To use this criterion, set
criterion = "significance_agg"
in
assess_replication_outcome()
:
assess_replication_outcome(es_o = .5, n_o = 50, es_r = .1, n_r = 50,
criterion = "significance_agg")
#> outcome outcome_detailed
#> 1 success aggregated effect is larger than 0 and in the same direction
#> outcome_report
#> 1 success
Consistency with Replication Confidence Interval
This criterion checks whether the original effect size falls within the confidence interval of the replication effect size. If it does, it suggests that the replication is consistent with the original finding, taking into account the uncertainty of the replication study.
This method is beneficial because it directly compares the two studies, emphasizing whether the original result is plausible given the replication data. However, it makes lower-powered replications more likely to be “successful”, even if their point estimate is far from the original effect size.
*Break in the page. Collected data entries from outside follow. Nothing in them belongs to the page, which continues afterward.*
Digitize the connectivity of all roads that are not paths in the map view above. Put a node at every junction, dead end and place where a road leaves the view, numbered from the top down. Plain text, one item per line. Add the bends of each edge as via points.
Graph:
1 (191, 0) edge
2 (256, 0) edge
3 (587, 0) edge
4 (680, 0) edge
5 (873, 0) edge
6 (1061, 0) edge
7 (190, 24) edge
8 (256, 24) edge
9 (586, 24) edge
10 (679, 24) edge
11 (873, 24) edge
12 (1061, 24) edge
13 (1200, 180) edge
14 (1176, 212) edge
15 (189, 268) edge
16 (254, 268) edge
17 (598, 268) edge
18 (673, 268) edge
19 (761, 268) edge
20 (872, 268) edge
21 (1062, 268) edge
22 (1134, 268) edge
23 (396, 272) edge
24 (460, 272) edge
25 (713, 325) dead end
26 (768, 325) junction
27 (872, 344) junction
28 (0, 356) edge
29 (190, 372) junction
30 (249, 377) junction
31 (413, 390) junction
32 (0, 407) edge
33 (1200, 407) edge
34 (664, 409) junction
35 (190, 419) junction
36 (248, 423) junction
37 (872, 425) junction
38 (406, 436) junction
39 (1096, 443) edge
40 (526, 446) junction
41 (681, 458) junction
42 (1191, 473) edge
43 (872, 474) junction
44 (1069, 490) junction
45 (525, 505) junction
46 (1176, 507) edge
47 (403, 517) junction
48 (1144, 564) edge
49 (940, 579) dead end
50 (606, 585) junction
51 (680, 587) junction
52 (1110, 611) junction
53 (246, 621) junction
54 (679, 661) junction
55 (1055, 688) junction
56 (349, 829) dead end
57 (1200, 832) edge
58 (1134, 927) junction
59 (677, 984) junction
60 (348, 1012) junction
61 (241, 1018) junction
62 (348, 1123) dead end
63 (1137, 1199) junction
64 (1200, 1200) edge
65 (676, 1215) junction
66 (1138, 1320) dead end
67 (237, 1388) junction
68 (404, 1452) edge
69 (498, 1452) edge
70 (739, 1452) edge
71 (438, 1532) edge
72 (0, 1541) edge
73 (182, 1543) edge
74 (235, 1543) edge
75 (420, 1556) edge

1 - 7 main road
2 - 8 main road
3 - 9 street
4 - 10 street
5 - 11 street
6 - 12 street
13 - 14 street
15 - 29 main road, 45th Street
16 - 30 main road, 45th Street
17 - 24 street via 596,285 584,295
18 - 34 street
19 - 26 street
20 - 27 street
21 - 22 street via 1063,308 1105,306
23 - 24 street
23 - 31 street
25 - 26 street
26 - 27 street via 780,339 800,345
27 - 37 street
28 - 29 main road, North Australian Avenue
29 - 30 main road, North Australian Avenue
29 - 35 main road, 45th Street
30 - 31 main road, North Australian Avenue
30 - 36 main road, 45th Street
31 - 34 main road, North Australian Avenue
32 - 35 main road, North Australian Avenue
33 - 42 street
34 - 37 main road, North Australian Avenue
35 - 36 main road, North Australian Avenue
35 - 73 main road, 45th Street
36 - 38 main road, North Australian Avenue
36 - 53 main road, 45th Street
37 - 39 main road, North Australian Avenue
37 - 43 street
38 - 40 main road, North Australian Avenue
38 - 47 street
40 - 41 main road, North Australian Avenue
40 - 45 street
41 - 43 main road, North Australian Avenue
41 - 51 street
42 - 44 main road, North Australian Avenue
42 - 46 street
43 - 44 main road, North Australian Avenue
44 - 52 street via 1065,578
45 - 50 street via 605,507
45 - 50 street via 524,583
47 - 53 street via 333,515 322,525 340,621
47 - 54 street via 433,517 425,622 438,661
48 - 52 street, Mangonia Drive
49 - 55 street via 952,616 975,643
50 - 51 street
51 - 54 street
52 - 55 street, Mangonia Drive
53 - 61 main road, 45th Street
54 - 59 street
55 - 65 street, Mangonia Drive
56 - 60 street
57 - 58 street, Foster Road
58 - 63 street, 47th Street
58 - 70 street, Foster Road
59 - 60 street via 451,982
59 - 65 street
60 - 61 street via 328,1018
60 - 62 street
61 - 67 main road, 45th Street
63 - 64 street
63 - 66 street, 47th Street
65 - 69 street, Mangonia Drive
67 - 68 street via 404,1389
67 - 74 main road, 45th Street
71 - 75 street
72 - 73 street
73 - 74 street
Conversely, it makes large (and thus more precise) replications more likely “fail”, even if their point estimate is close to the original effect size.
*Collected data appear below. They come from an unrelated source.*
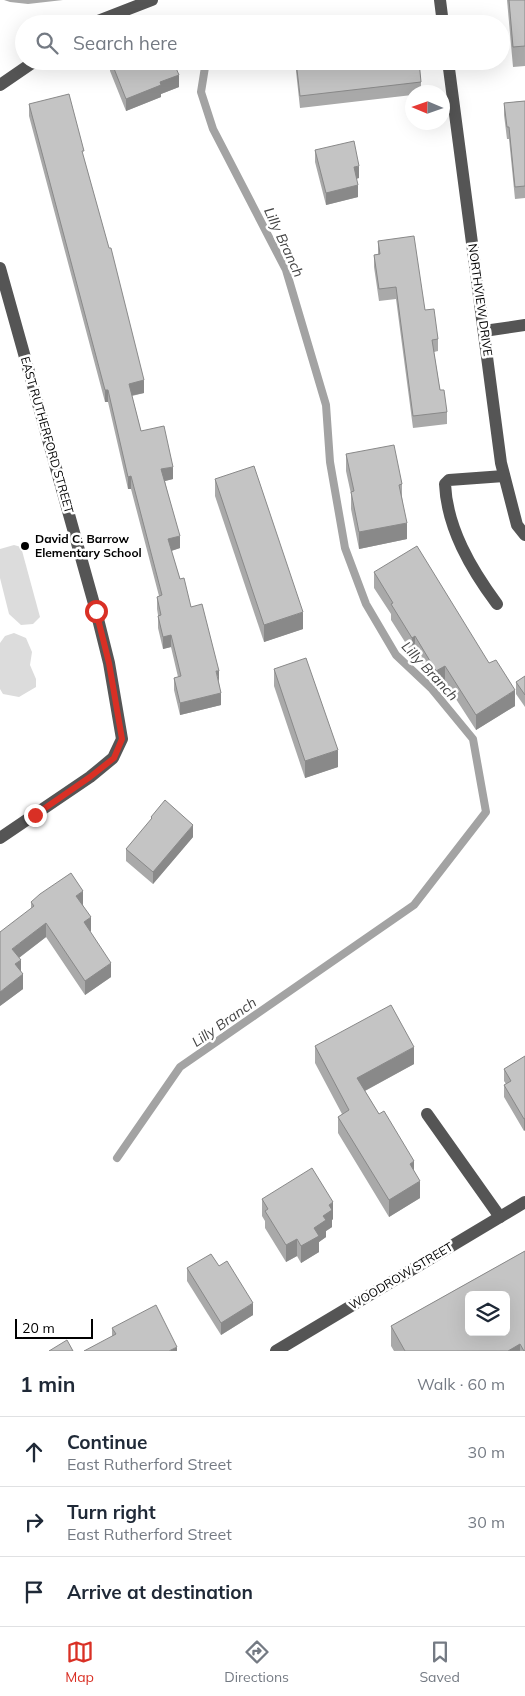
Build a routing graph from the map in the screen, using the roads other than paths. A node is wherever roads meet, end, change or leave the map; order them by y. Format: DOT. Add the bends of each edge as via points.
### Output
graph roads {
  1 [pos="152,0"];
  2 [pos="440,0"];
  3 [pos="113,15"];
  4 [pos="442,15"];
  5 [pos="22,70"];
  6 [pos="449,70"];
  7 [pos="0,85"];
  8 [pos="0,268"];
  9 [pos="525,325"];
  10 [pos="484,331"];
  11 [pos="504,476"];
  12 [pos="525,534"];
  13 [pos="497,604"];
  14 [pos="0,838"];
  15 [pos="427,1114"];
  16 [pos="525,1202"];
  17 [pos="500,1217"];
  18 [pos="276,1351"];
  1 -- 3 [label="street"];
  2 -- 4 [label="street"];
  5 -- 7 [label="street"];
  6 -- 10 [label="street, NORTHVIEW DRIVE"];
  8 -- 14 [label="street, EAST RUTHERFORD STREET" via="96,611 122,739 114,758"];
  9 -- 10 [label="street"];
  10 -- 11 [label="street, NORTHVIEW DRIVE"];
  11 -- 12 [label="street, NORTHVIEW DRIVE" via="516,524"];
  11 -- 13 [label="street" via="449,480 445,484 458,540"];
  15 -- 17 [label="street"];
  16 -- 17 [label="street, WOODROW STREET"];
  17 -- 18 [label="street, WOODROW STREET"];
}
To assess this, use criterion = "consistency_ci"
.
assess_replication_outcome(es_o = .5, n_o = 50, es_r = .3, n_r = 50,
criterion = "consistency_ci")
#> outcome outcome_detailed outcome_report
#> 1 success Original effect size is within replication's CI success
assess_replication_outcome(es_o = .5, n_o = 50, es_r = .4, n_r = 500,
criterion = "consistency_ci")
#> outcome outcome_detailed outcome_report
#> 1 failure Original effect size is not within replication's CI failure
Prediction Intervals
Prediction intervals offer another way to assess consistency by checking whether the replication effect size falls within the prediction interval derived from the original study. This interval accounts for the expected variability in replication results and provides a broader test than confidence intervals.
This method is beneficial because it considers the uncertainty in both the original and replication studies. However, particularly for small replication studies, the prediction interval may be very wide, making it very difficult to reject them through replications.
To use this method, set criterion = "consistency_pi"
assess_replication_outcome(es_o = .5, n_o = 50, es_r = .3, n_r = 500,
criterion = "consistency_pi")
#> outcome outcome_detailed
#> 1 success Replication effect size is within the prediction interval
#> outcome_report
#> 1 success
Homogeneity of Effects
This criterion tests whether the effects from the original and replication studies are statistically different from each other, using a heterogeneity test (i.e., a Q-test). This is the most rigorous test for the question whether a replication contradicts an original study (if the original study’s claim is taken to encompass its full statistical uncertainty).
However, this test generally has low power, again making replication failures for small original studies rather unlikely. Also, note that effect sizes can be homogeneous even if the joint effect is not significant, so that a replication might be considered successful even if the aggregate evidence does not support the existence of an effect.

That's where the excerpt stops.